Author: Somaiya Daud
Publisher: Flatiron Books
Date: 28th August 2018
I was given a chance to review this book on NetGalley, but the first time I tried reading it I was in a reading slump. However, I knew I wanted to read this book as the premise sounded interesting and I left it to a later date. Overall, I enjoyed reading Mirage, but it wasn’t my favourite book and I think that is because I had been reading so many amazing 5-star reads, it was hard to keep up with them. I love that this is inspired by Middle-Eastern culture, which definitely came across in the writing and I love the sci-fi edge that this book had.
Amani’s home is ruled by the Vathek, a brutal empire who invaded the star system and sent her family into poverty. She dreams of being able to escape her life and go on an adventure, but one day she is kidnapped by the Vathek and brought to the home of the half-Vathek Princess Maram. It is there that she discovers the two of them look identical and how they plan to use Amani as a body double in dangerous situations. Amani has to become the princess if she wants to keep her family safe, which means she is thrust into a world full of politics and beautiful palaces, with Maram’s fiance, Idris, by her side.
I will start off by saying that I found the worldbuilding to be quite interesting at times, such as how it is set on a completely different planet, but it was also a little confusing. There was quite a bit of info-dumping at the beginning, which I don’t mind too much but it slowed the book down a lot. Some things were mentioned and never really explained properly, so I just had to have a guess at what they were. I think it was too much at times and it didn’t need to be as the idea itself is interesting enough to capture my attention, as well as the characters.
This is definitely a character-driven book, which is something I enjoyed as I loved reading about Amani. I felt her pain as she was taken away from her family and thrust into this unknown world. The first meeting between Amani and Maram doesn’t go well, as can be expected with a cruel princess who doesn’t care about anyone but herself, but along the way we see something growing between the two. We begin to realise why Maram acts the way she does and I might even say that it made her likeable towards the end of the book.

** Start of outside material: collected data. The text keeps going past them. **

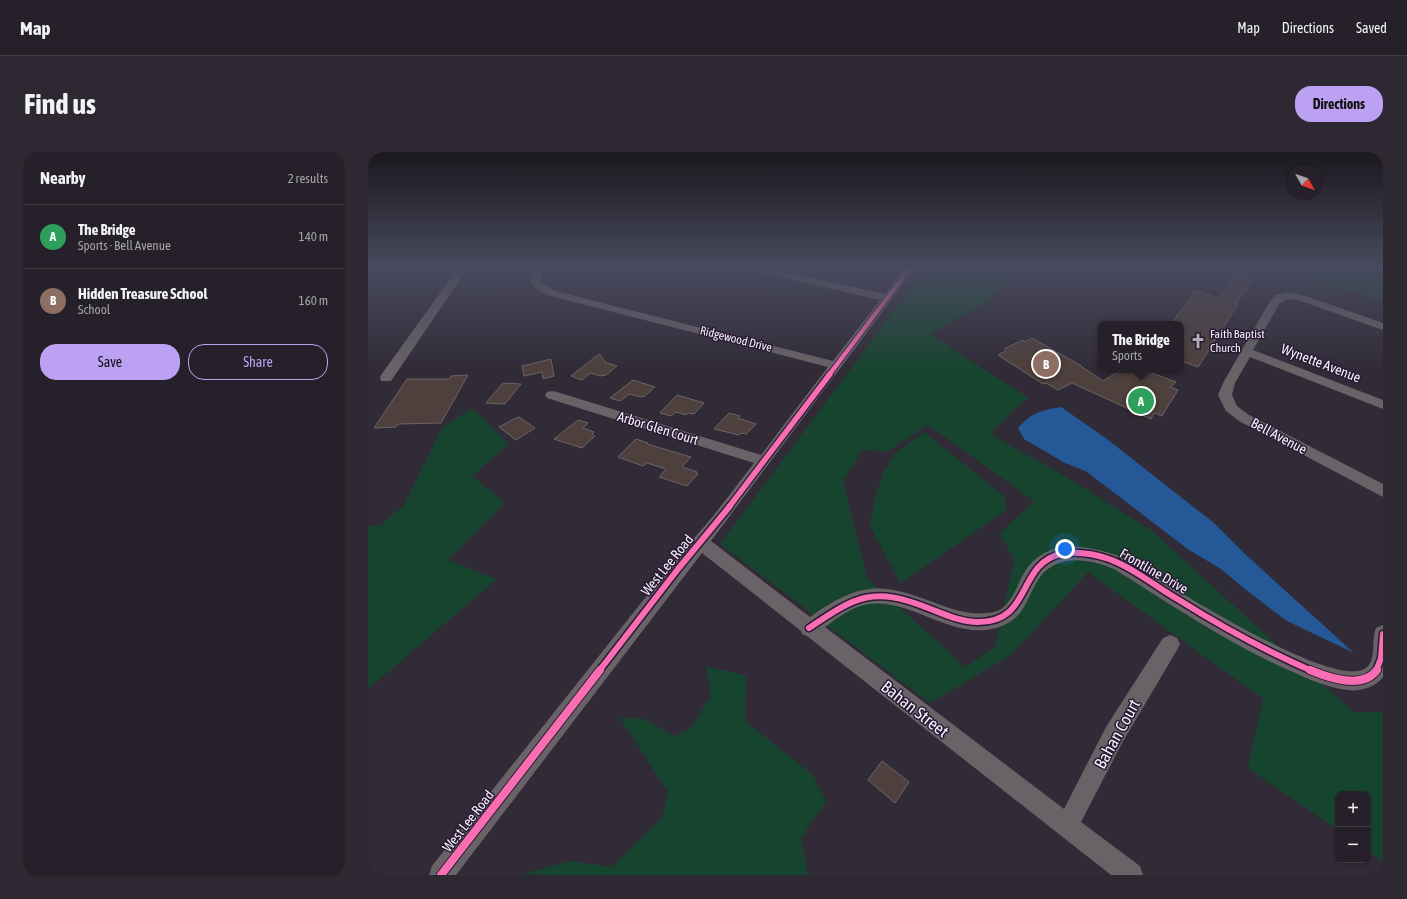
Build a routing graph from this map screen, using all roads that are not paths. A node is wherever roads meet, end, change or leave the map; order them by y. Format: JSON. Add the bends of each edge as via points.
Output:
{"nodes":[{"id":1,"x":439,"y":302,"type":"edge"},
{"id":2,"x":589,"y":302,"type":"edge"},
{"id":3,"x":885,"y":302,"type":"edge"},
{"id":4,"x":1275,"y":302,"type":"edge"},
{"id":5,"x":1313,"y":302,"type":"edge"},
{"id":6,"x":1383,"y":326,"type":"edge"},
{"id":7,"x":1246,"y":352,"type":"junction"},
{"id":8,"x":837,"y":366,"type":"junction"},
{"id":9,"x":386,"y":378,"type":"dead end"},
{"id":10,"x":552,"y":395,"type":"dead end"},
{"id":11,"x":1383,"y":405,"type":"edge"},
{"id":12,"x":764,"y":461,"type":"junction"},
{"id":13,"x":1383,"y":491,"type":"edge"},
{"id":14,"x":700,"y":542,"type":"junction"},
{"id":15,"x":809,"y":628,"type":"junction"},
{"id":16,"x":1383,"y":634,"type":"edge"},
{"id":17,"x":1170,"y":644,"type":"dead end"},
{"id":18,"x":1067,"y":826,"type":"junction"},
{"id":19,"x":441,"y":875,"type":"edge"},
{"id":20,"x":1131,"y":875,"type":"edge"}],
"edges":[{"from":1,"to":9,"type":"street"},
{"from":2,"to":8,"type":"street","name":"Ridgewood Drive"},
{"from":3,"to":8,"type":"street","name":"West Lee Road"},
{"from":4,"to":7,"type":"street","name":"Bell Avenue"},
{"from":5,"to":6,"type":"street","name":"Bell Avenue"},
{"from":7,"to":11,"type":"street","name":"Wynette Avenue"},
{"from":7,"to":13,"type":"street","name":"Bell Avenue","via":[[1226,390],[1231,408],[1244,418]]},
{"from":8,"to":12,"type":"street","name":"West Lee Road"},
{"from":10,"to":12,"type":"street","name":"Arbor Glen Court"},
{"from":12,"to":14,"type":"street","name":"West Lee Road"},
{"from":14,"to":15,"type":"street","name":"Bahan Street"},
{"from":14,"to":19,"type":"street","name":"West Lee Road"},
{"from":15,"to":16,"type":"street","name":"Frontline Drive","via":[[847,603],[880,595],[899,597],[958,620],[996,620],[1009,614],[1020,602],[1032,576],[1042,564],[1058,556],[1077,553],[1100,556],[1120,564],[1238,636],[1282,660],[1323,676],[1351,681],[1368,679],[1377,672],[1380,664]]},
{"from":15,"to":18,"type":"street","name":"Bahan Street"},
{"from":17,"to":18,"type":"street","name":"Bahan Court","via":[[1114,735]]},
{"from":18,"to":20,"type":"street","name":"Bahan Street"}]}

Something else that I enjoyed was the romance. It isn’t epic like some of the other books I have read, but it was pleasant enough and has made me excited to read more about the characters. While Idris might be engaged to Maram, you can see that he really cares about Amani and they both share their own stories of how the Vathek had ruined their lives.
While there are sci-fi elements in this book, it reads like a fantasy book, which is one of the reasons why I liked it. If you’re looking for an action-packed book, this isn’t the one for you. It is a lot slower, focusing on the history of the world and the relationships between the characters instead. I really enjoyed the unique setting and would be interested in reading the sequel to see what happens. Overall, I’m going to give Mirage a solid 3 stars.